Copy every line below where the string "paths" is found.

GIVEN ENTRIES:

=== Begin Enclosure ===

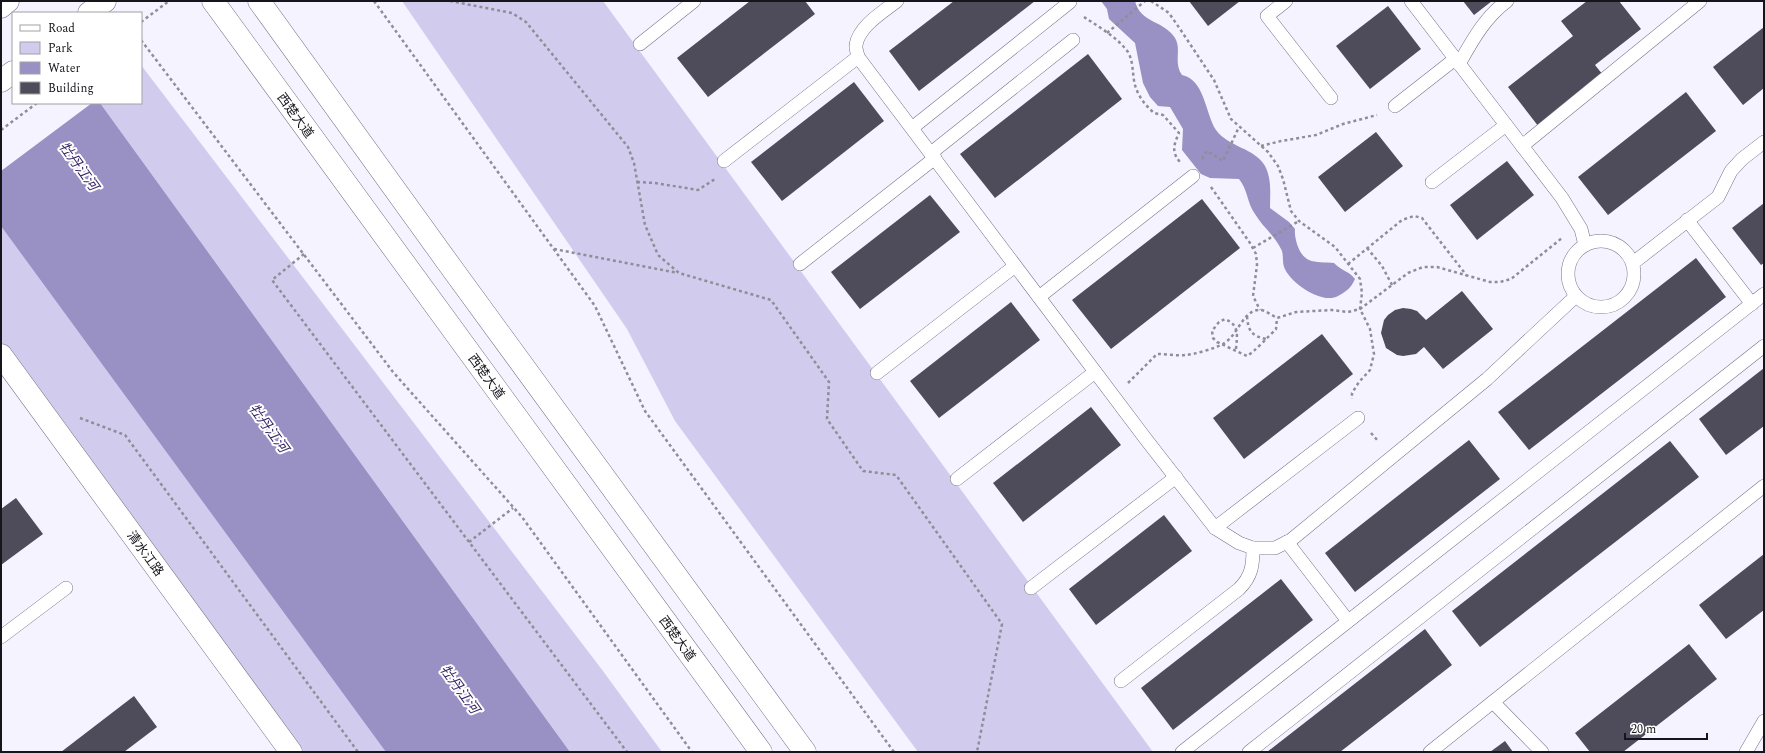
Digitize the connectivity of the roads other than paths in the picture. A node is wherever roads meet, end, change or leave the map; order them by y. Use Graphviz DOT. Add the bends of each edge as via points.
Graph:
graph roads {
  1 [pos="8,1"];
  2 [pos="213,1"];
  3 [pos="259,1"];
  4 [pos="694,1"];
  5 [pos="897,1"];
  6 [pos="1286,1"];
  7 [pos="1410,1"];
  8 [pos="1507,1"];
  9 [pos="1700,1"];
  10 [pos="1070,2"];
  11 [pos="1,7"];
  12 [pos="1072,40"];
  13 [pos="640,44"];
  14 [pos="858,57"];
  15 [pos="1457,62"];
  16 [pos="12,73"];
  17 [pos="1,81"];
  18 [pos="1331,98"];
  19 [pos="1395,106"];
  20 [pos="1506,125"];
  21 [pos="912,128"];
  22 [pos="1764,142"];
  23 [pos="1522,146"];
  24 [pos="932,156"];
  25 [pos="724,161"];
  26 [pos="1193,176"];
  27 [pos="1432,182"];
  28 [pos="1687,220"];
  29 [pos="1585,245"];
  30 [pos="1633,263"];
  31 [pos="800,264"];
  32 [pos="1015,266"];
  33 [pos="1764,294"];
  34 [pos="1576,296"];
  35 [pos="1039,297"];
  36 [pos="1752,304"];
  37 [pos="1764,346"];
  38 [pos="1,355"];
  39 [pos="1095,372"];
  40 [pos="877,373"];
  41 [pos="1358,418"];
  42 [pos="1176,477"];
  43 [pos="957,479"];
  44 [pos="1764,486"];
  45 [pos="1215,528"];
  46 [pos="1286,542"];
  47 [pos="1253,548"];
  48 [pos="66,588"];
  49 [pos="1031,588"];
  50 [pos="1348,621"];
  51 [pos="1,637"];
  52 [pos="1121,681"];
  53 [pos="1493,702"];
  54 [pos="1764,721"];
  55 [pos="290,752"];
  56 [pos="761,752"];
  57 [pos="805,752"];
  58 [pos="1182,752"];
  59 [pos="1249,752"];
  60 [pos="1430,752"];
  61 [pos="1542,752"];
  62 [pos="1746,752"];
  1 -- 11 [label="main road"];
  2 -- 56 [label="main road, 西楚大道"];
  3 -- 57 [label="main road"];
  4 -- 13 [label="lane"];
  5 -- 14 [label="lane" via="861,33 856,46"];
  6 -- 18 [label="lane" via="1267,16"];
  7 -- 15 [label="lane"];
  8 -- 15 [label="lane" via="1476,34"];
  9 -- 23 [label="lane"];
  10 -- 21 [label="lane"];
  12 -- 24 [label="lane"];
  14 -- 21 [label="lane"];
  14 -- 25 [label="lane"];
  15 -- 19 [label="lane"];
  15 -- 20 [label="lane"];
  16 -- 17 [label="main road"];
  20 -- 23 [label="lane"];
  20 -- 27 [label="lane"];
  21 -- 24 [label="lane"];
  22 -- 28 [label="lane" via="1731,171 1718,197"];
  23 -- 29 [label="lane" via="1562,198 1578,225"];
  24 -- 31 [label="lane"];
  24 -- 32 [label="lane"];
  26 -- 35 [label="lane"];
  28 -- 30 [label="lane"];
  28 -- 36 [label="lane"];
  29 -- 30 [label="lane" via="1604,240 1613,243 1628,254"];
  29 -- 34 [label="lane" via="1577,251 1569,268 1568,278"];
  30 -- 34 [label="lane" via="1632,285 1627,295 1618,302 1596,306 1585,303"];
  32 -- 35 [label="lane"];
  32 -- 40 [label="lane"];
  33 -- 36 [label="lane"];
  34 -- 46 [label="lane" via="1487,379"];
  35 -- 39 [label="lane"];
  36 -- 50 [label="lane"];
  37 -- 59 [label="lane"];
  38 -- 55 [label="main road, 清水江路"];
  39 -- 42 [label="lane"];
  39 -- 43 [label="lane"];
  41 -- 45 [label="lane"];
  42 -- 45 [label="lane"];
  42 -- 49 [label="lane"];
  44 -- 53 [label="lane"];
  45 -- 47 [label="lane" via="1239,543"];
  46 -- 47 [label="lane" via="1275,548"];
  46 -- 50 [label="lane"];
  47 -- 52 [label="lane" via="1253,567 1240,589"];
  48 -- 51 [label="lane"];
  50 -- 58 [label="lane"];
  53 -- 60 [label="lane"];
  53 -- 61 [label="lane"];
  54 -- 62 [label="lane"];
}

=== End Enclosure ===
=== Begin Enclosure ===

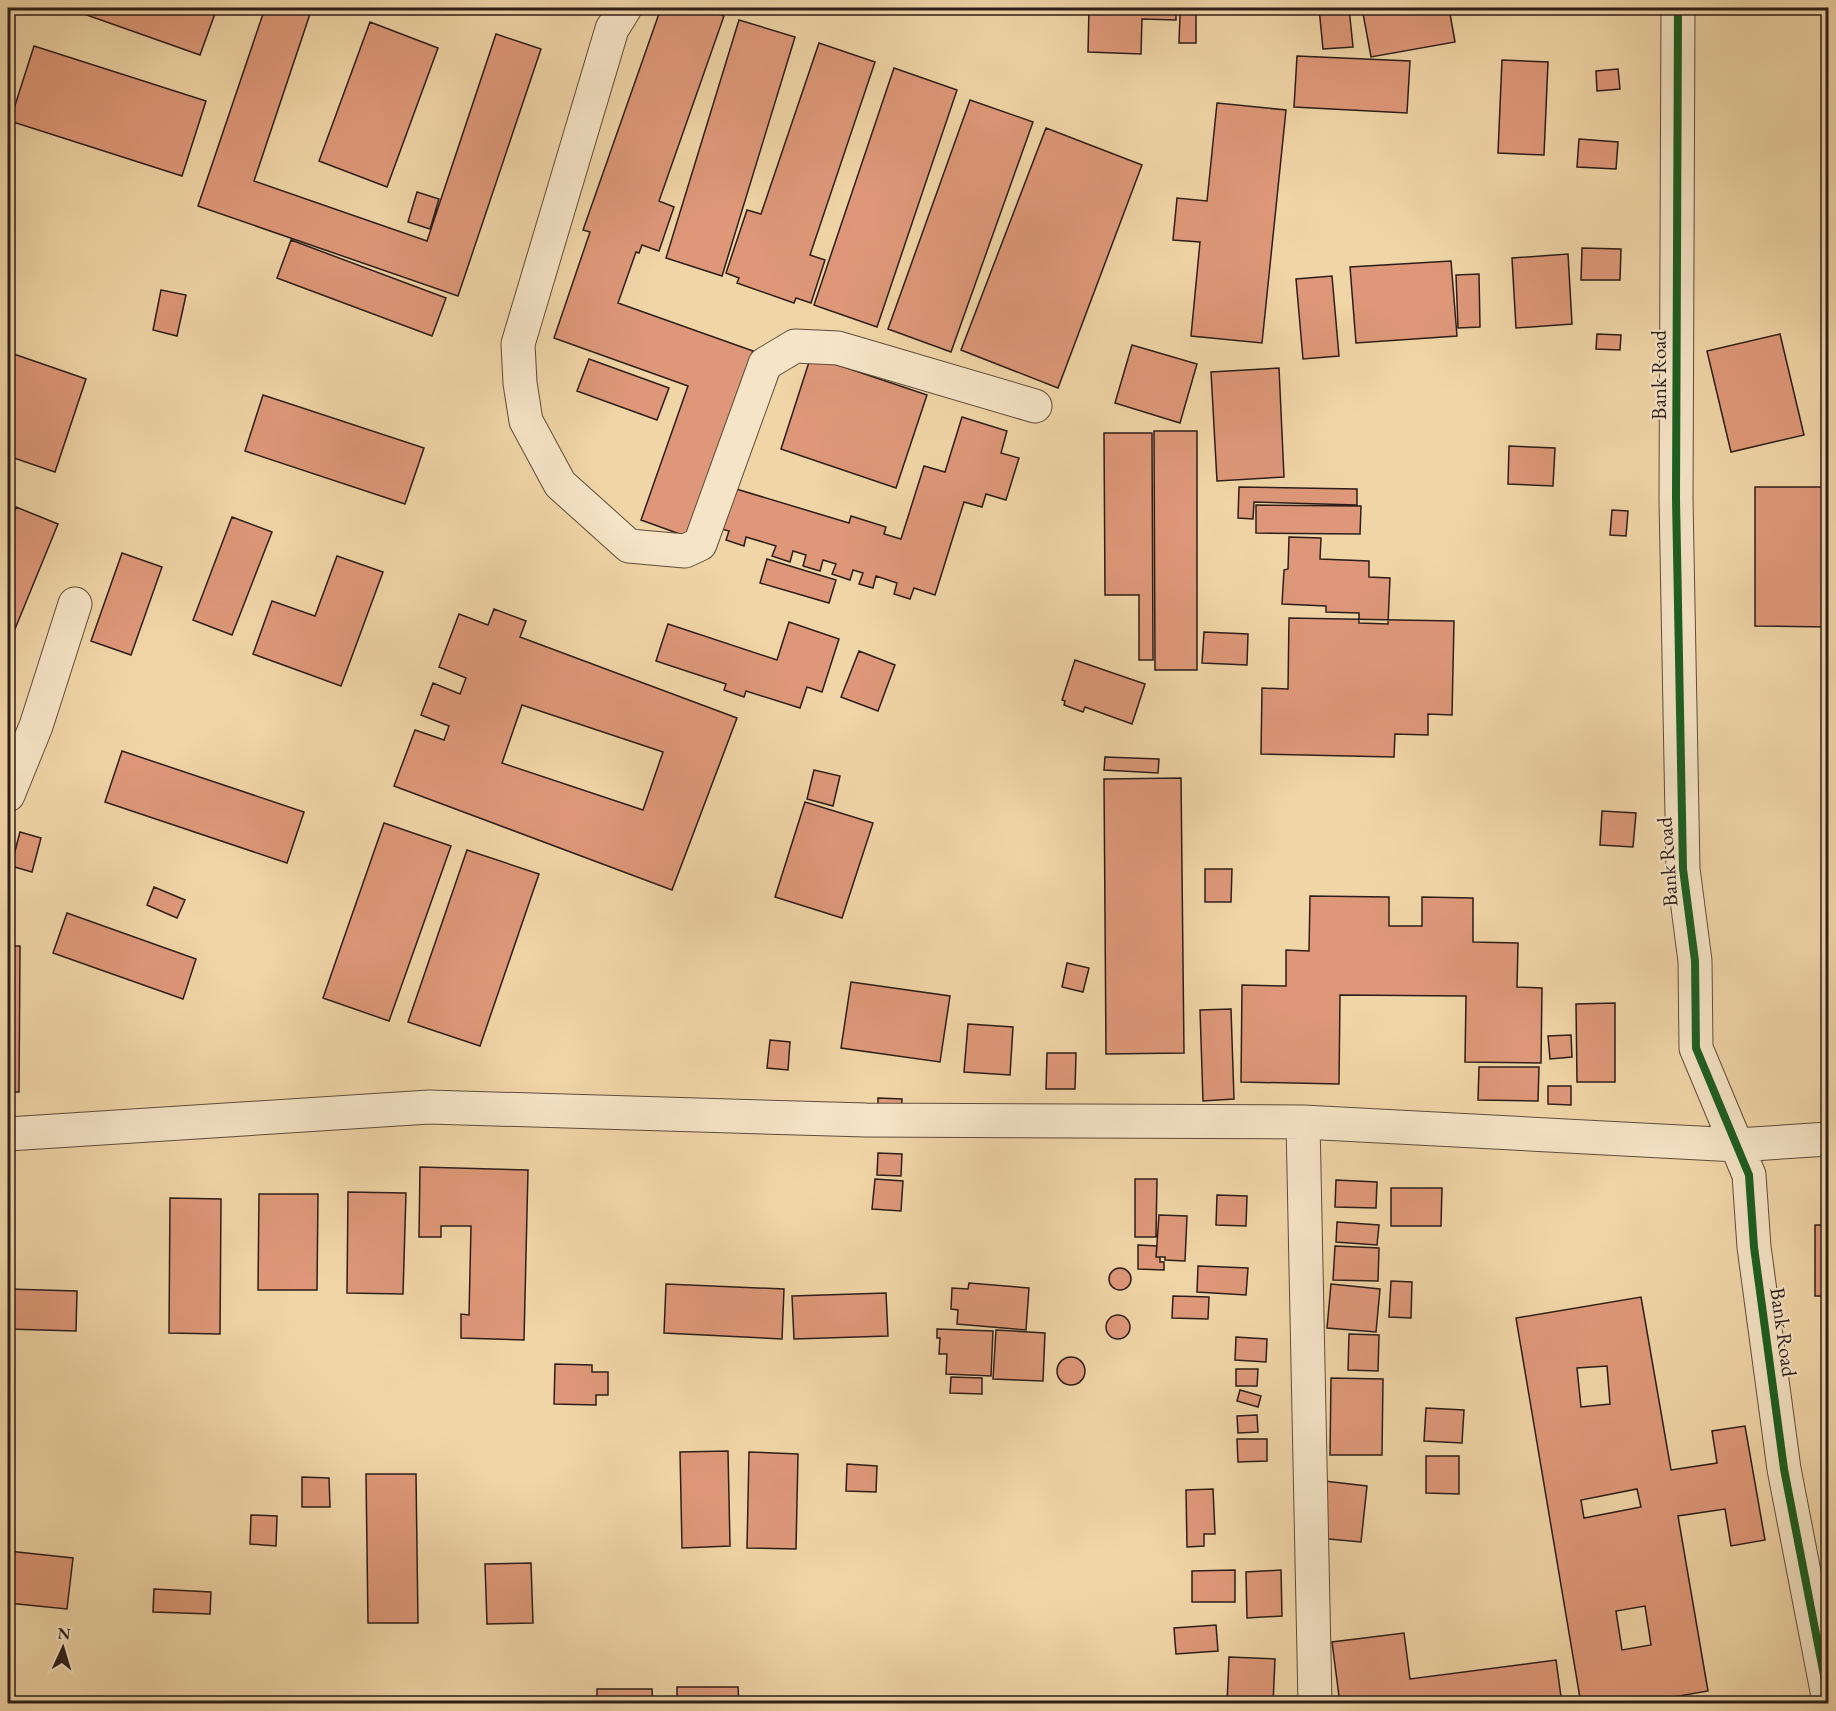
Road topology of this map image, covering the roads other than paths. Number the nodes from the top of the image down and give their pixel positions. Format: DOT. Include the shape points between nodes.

=== End Enclosure ===

TASK SOLUTION:
Digitize the connectivity of the roads other than paths in the picture. A node is wherever roads meet, end, change or leave the map; order them by y. Use Graphviz DOT. Add the bends of each edge as via points.
Road topology of this map image, covering the roads other than paths. Number the nodes from the top of the image down and give their pixel positions. Format: DOT. Include the shape points between nodes.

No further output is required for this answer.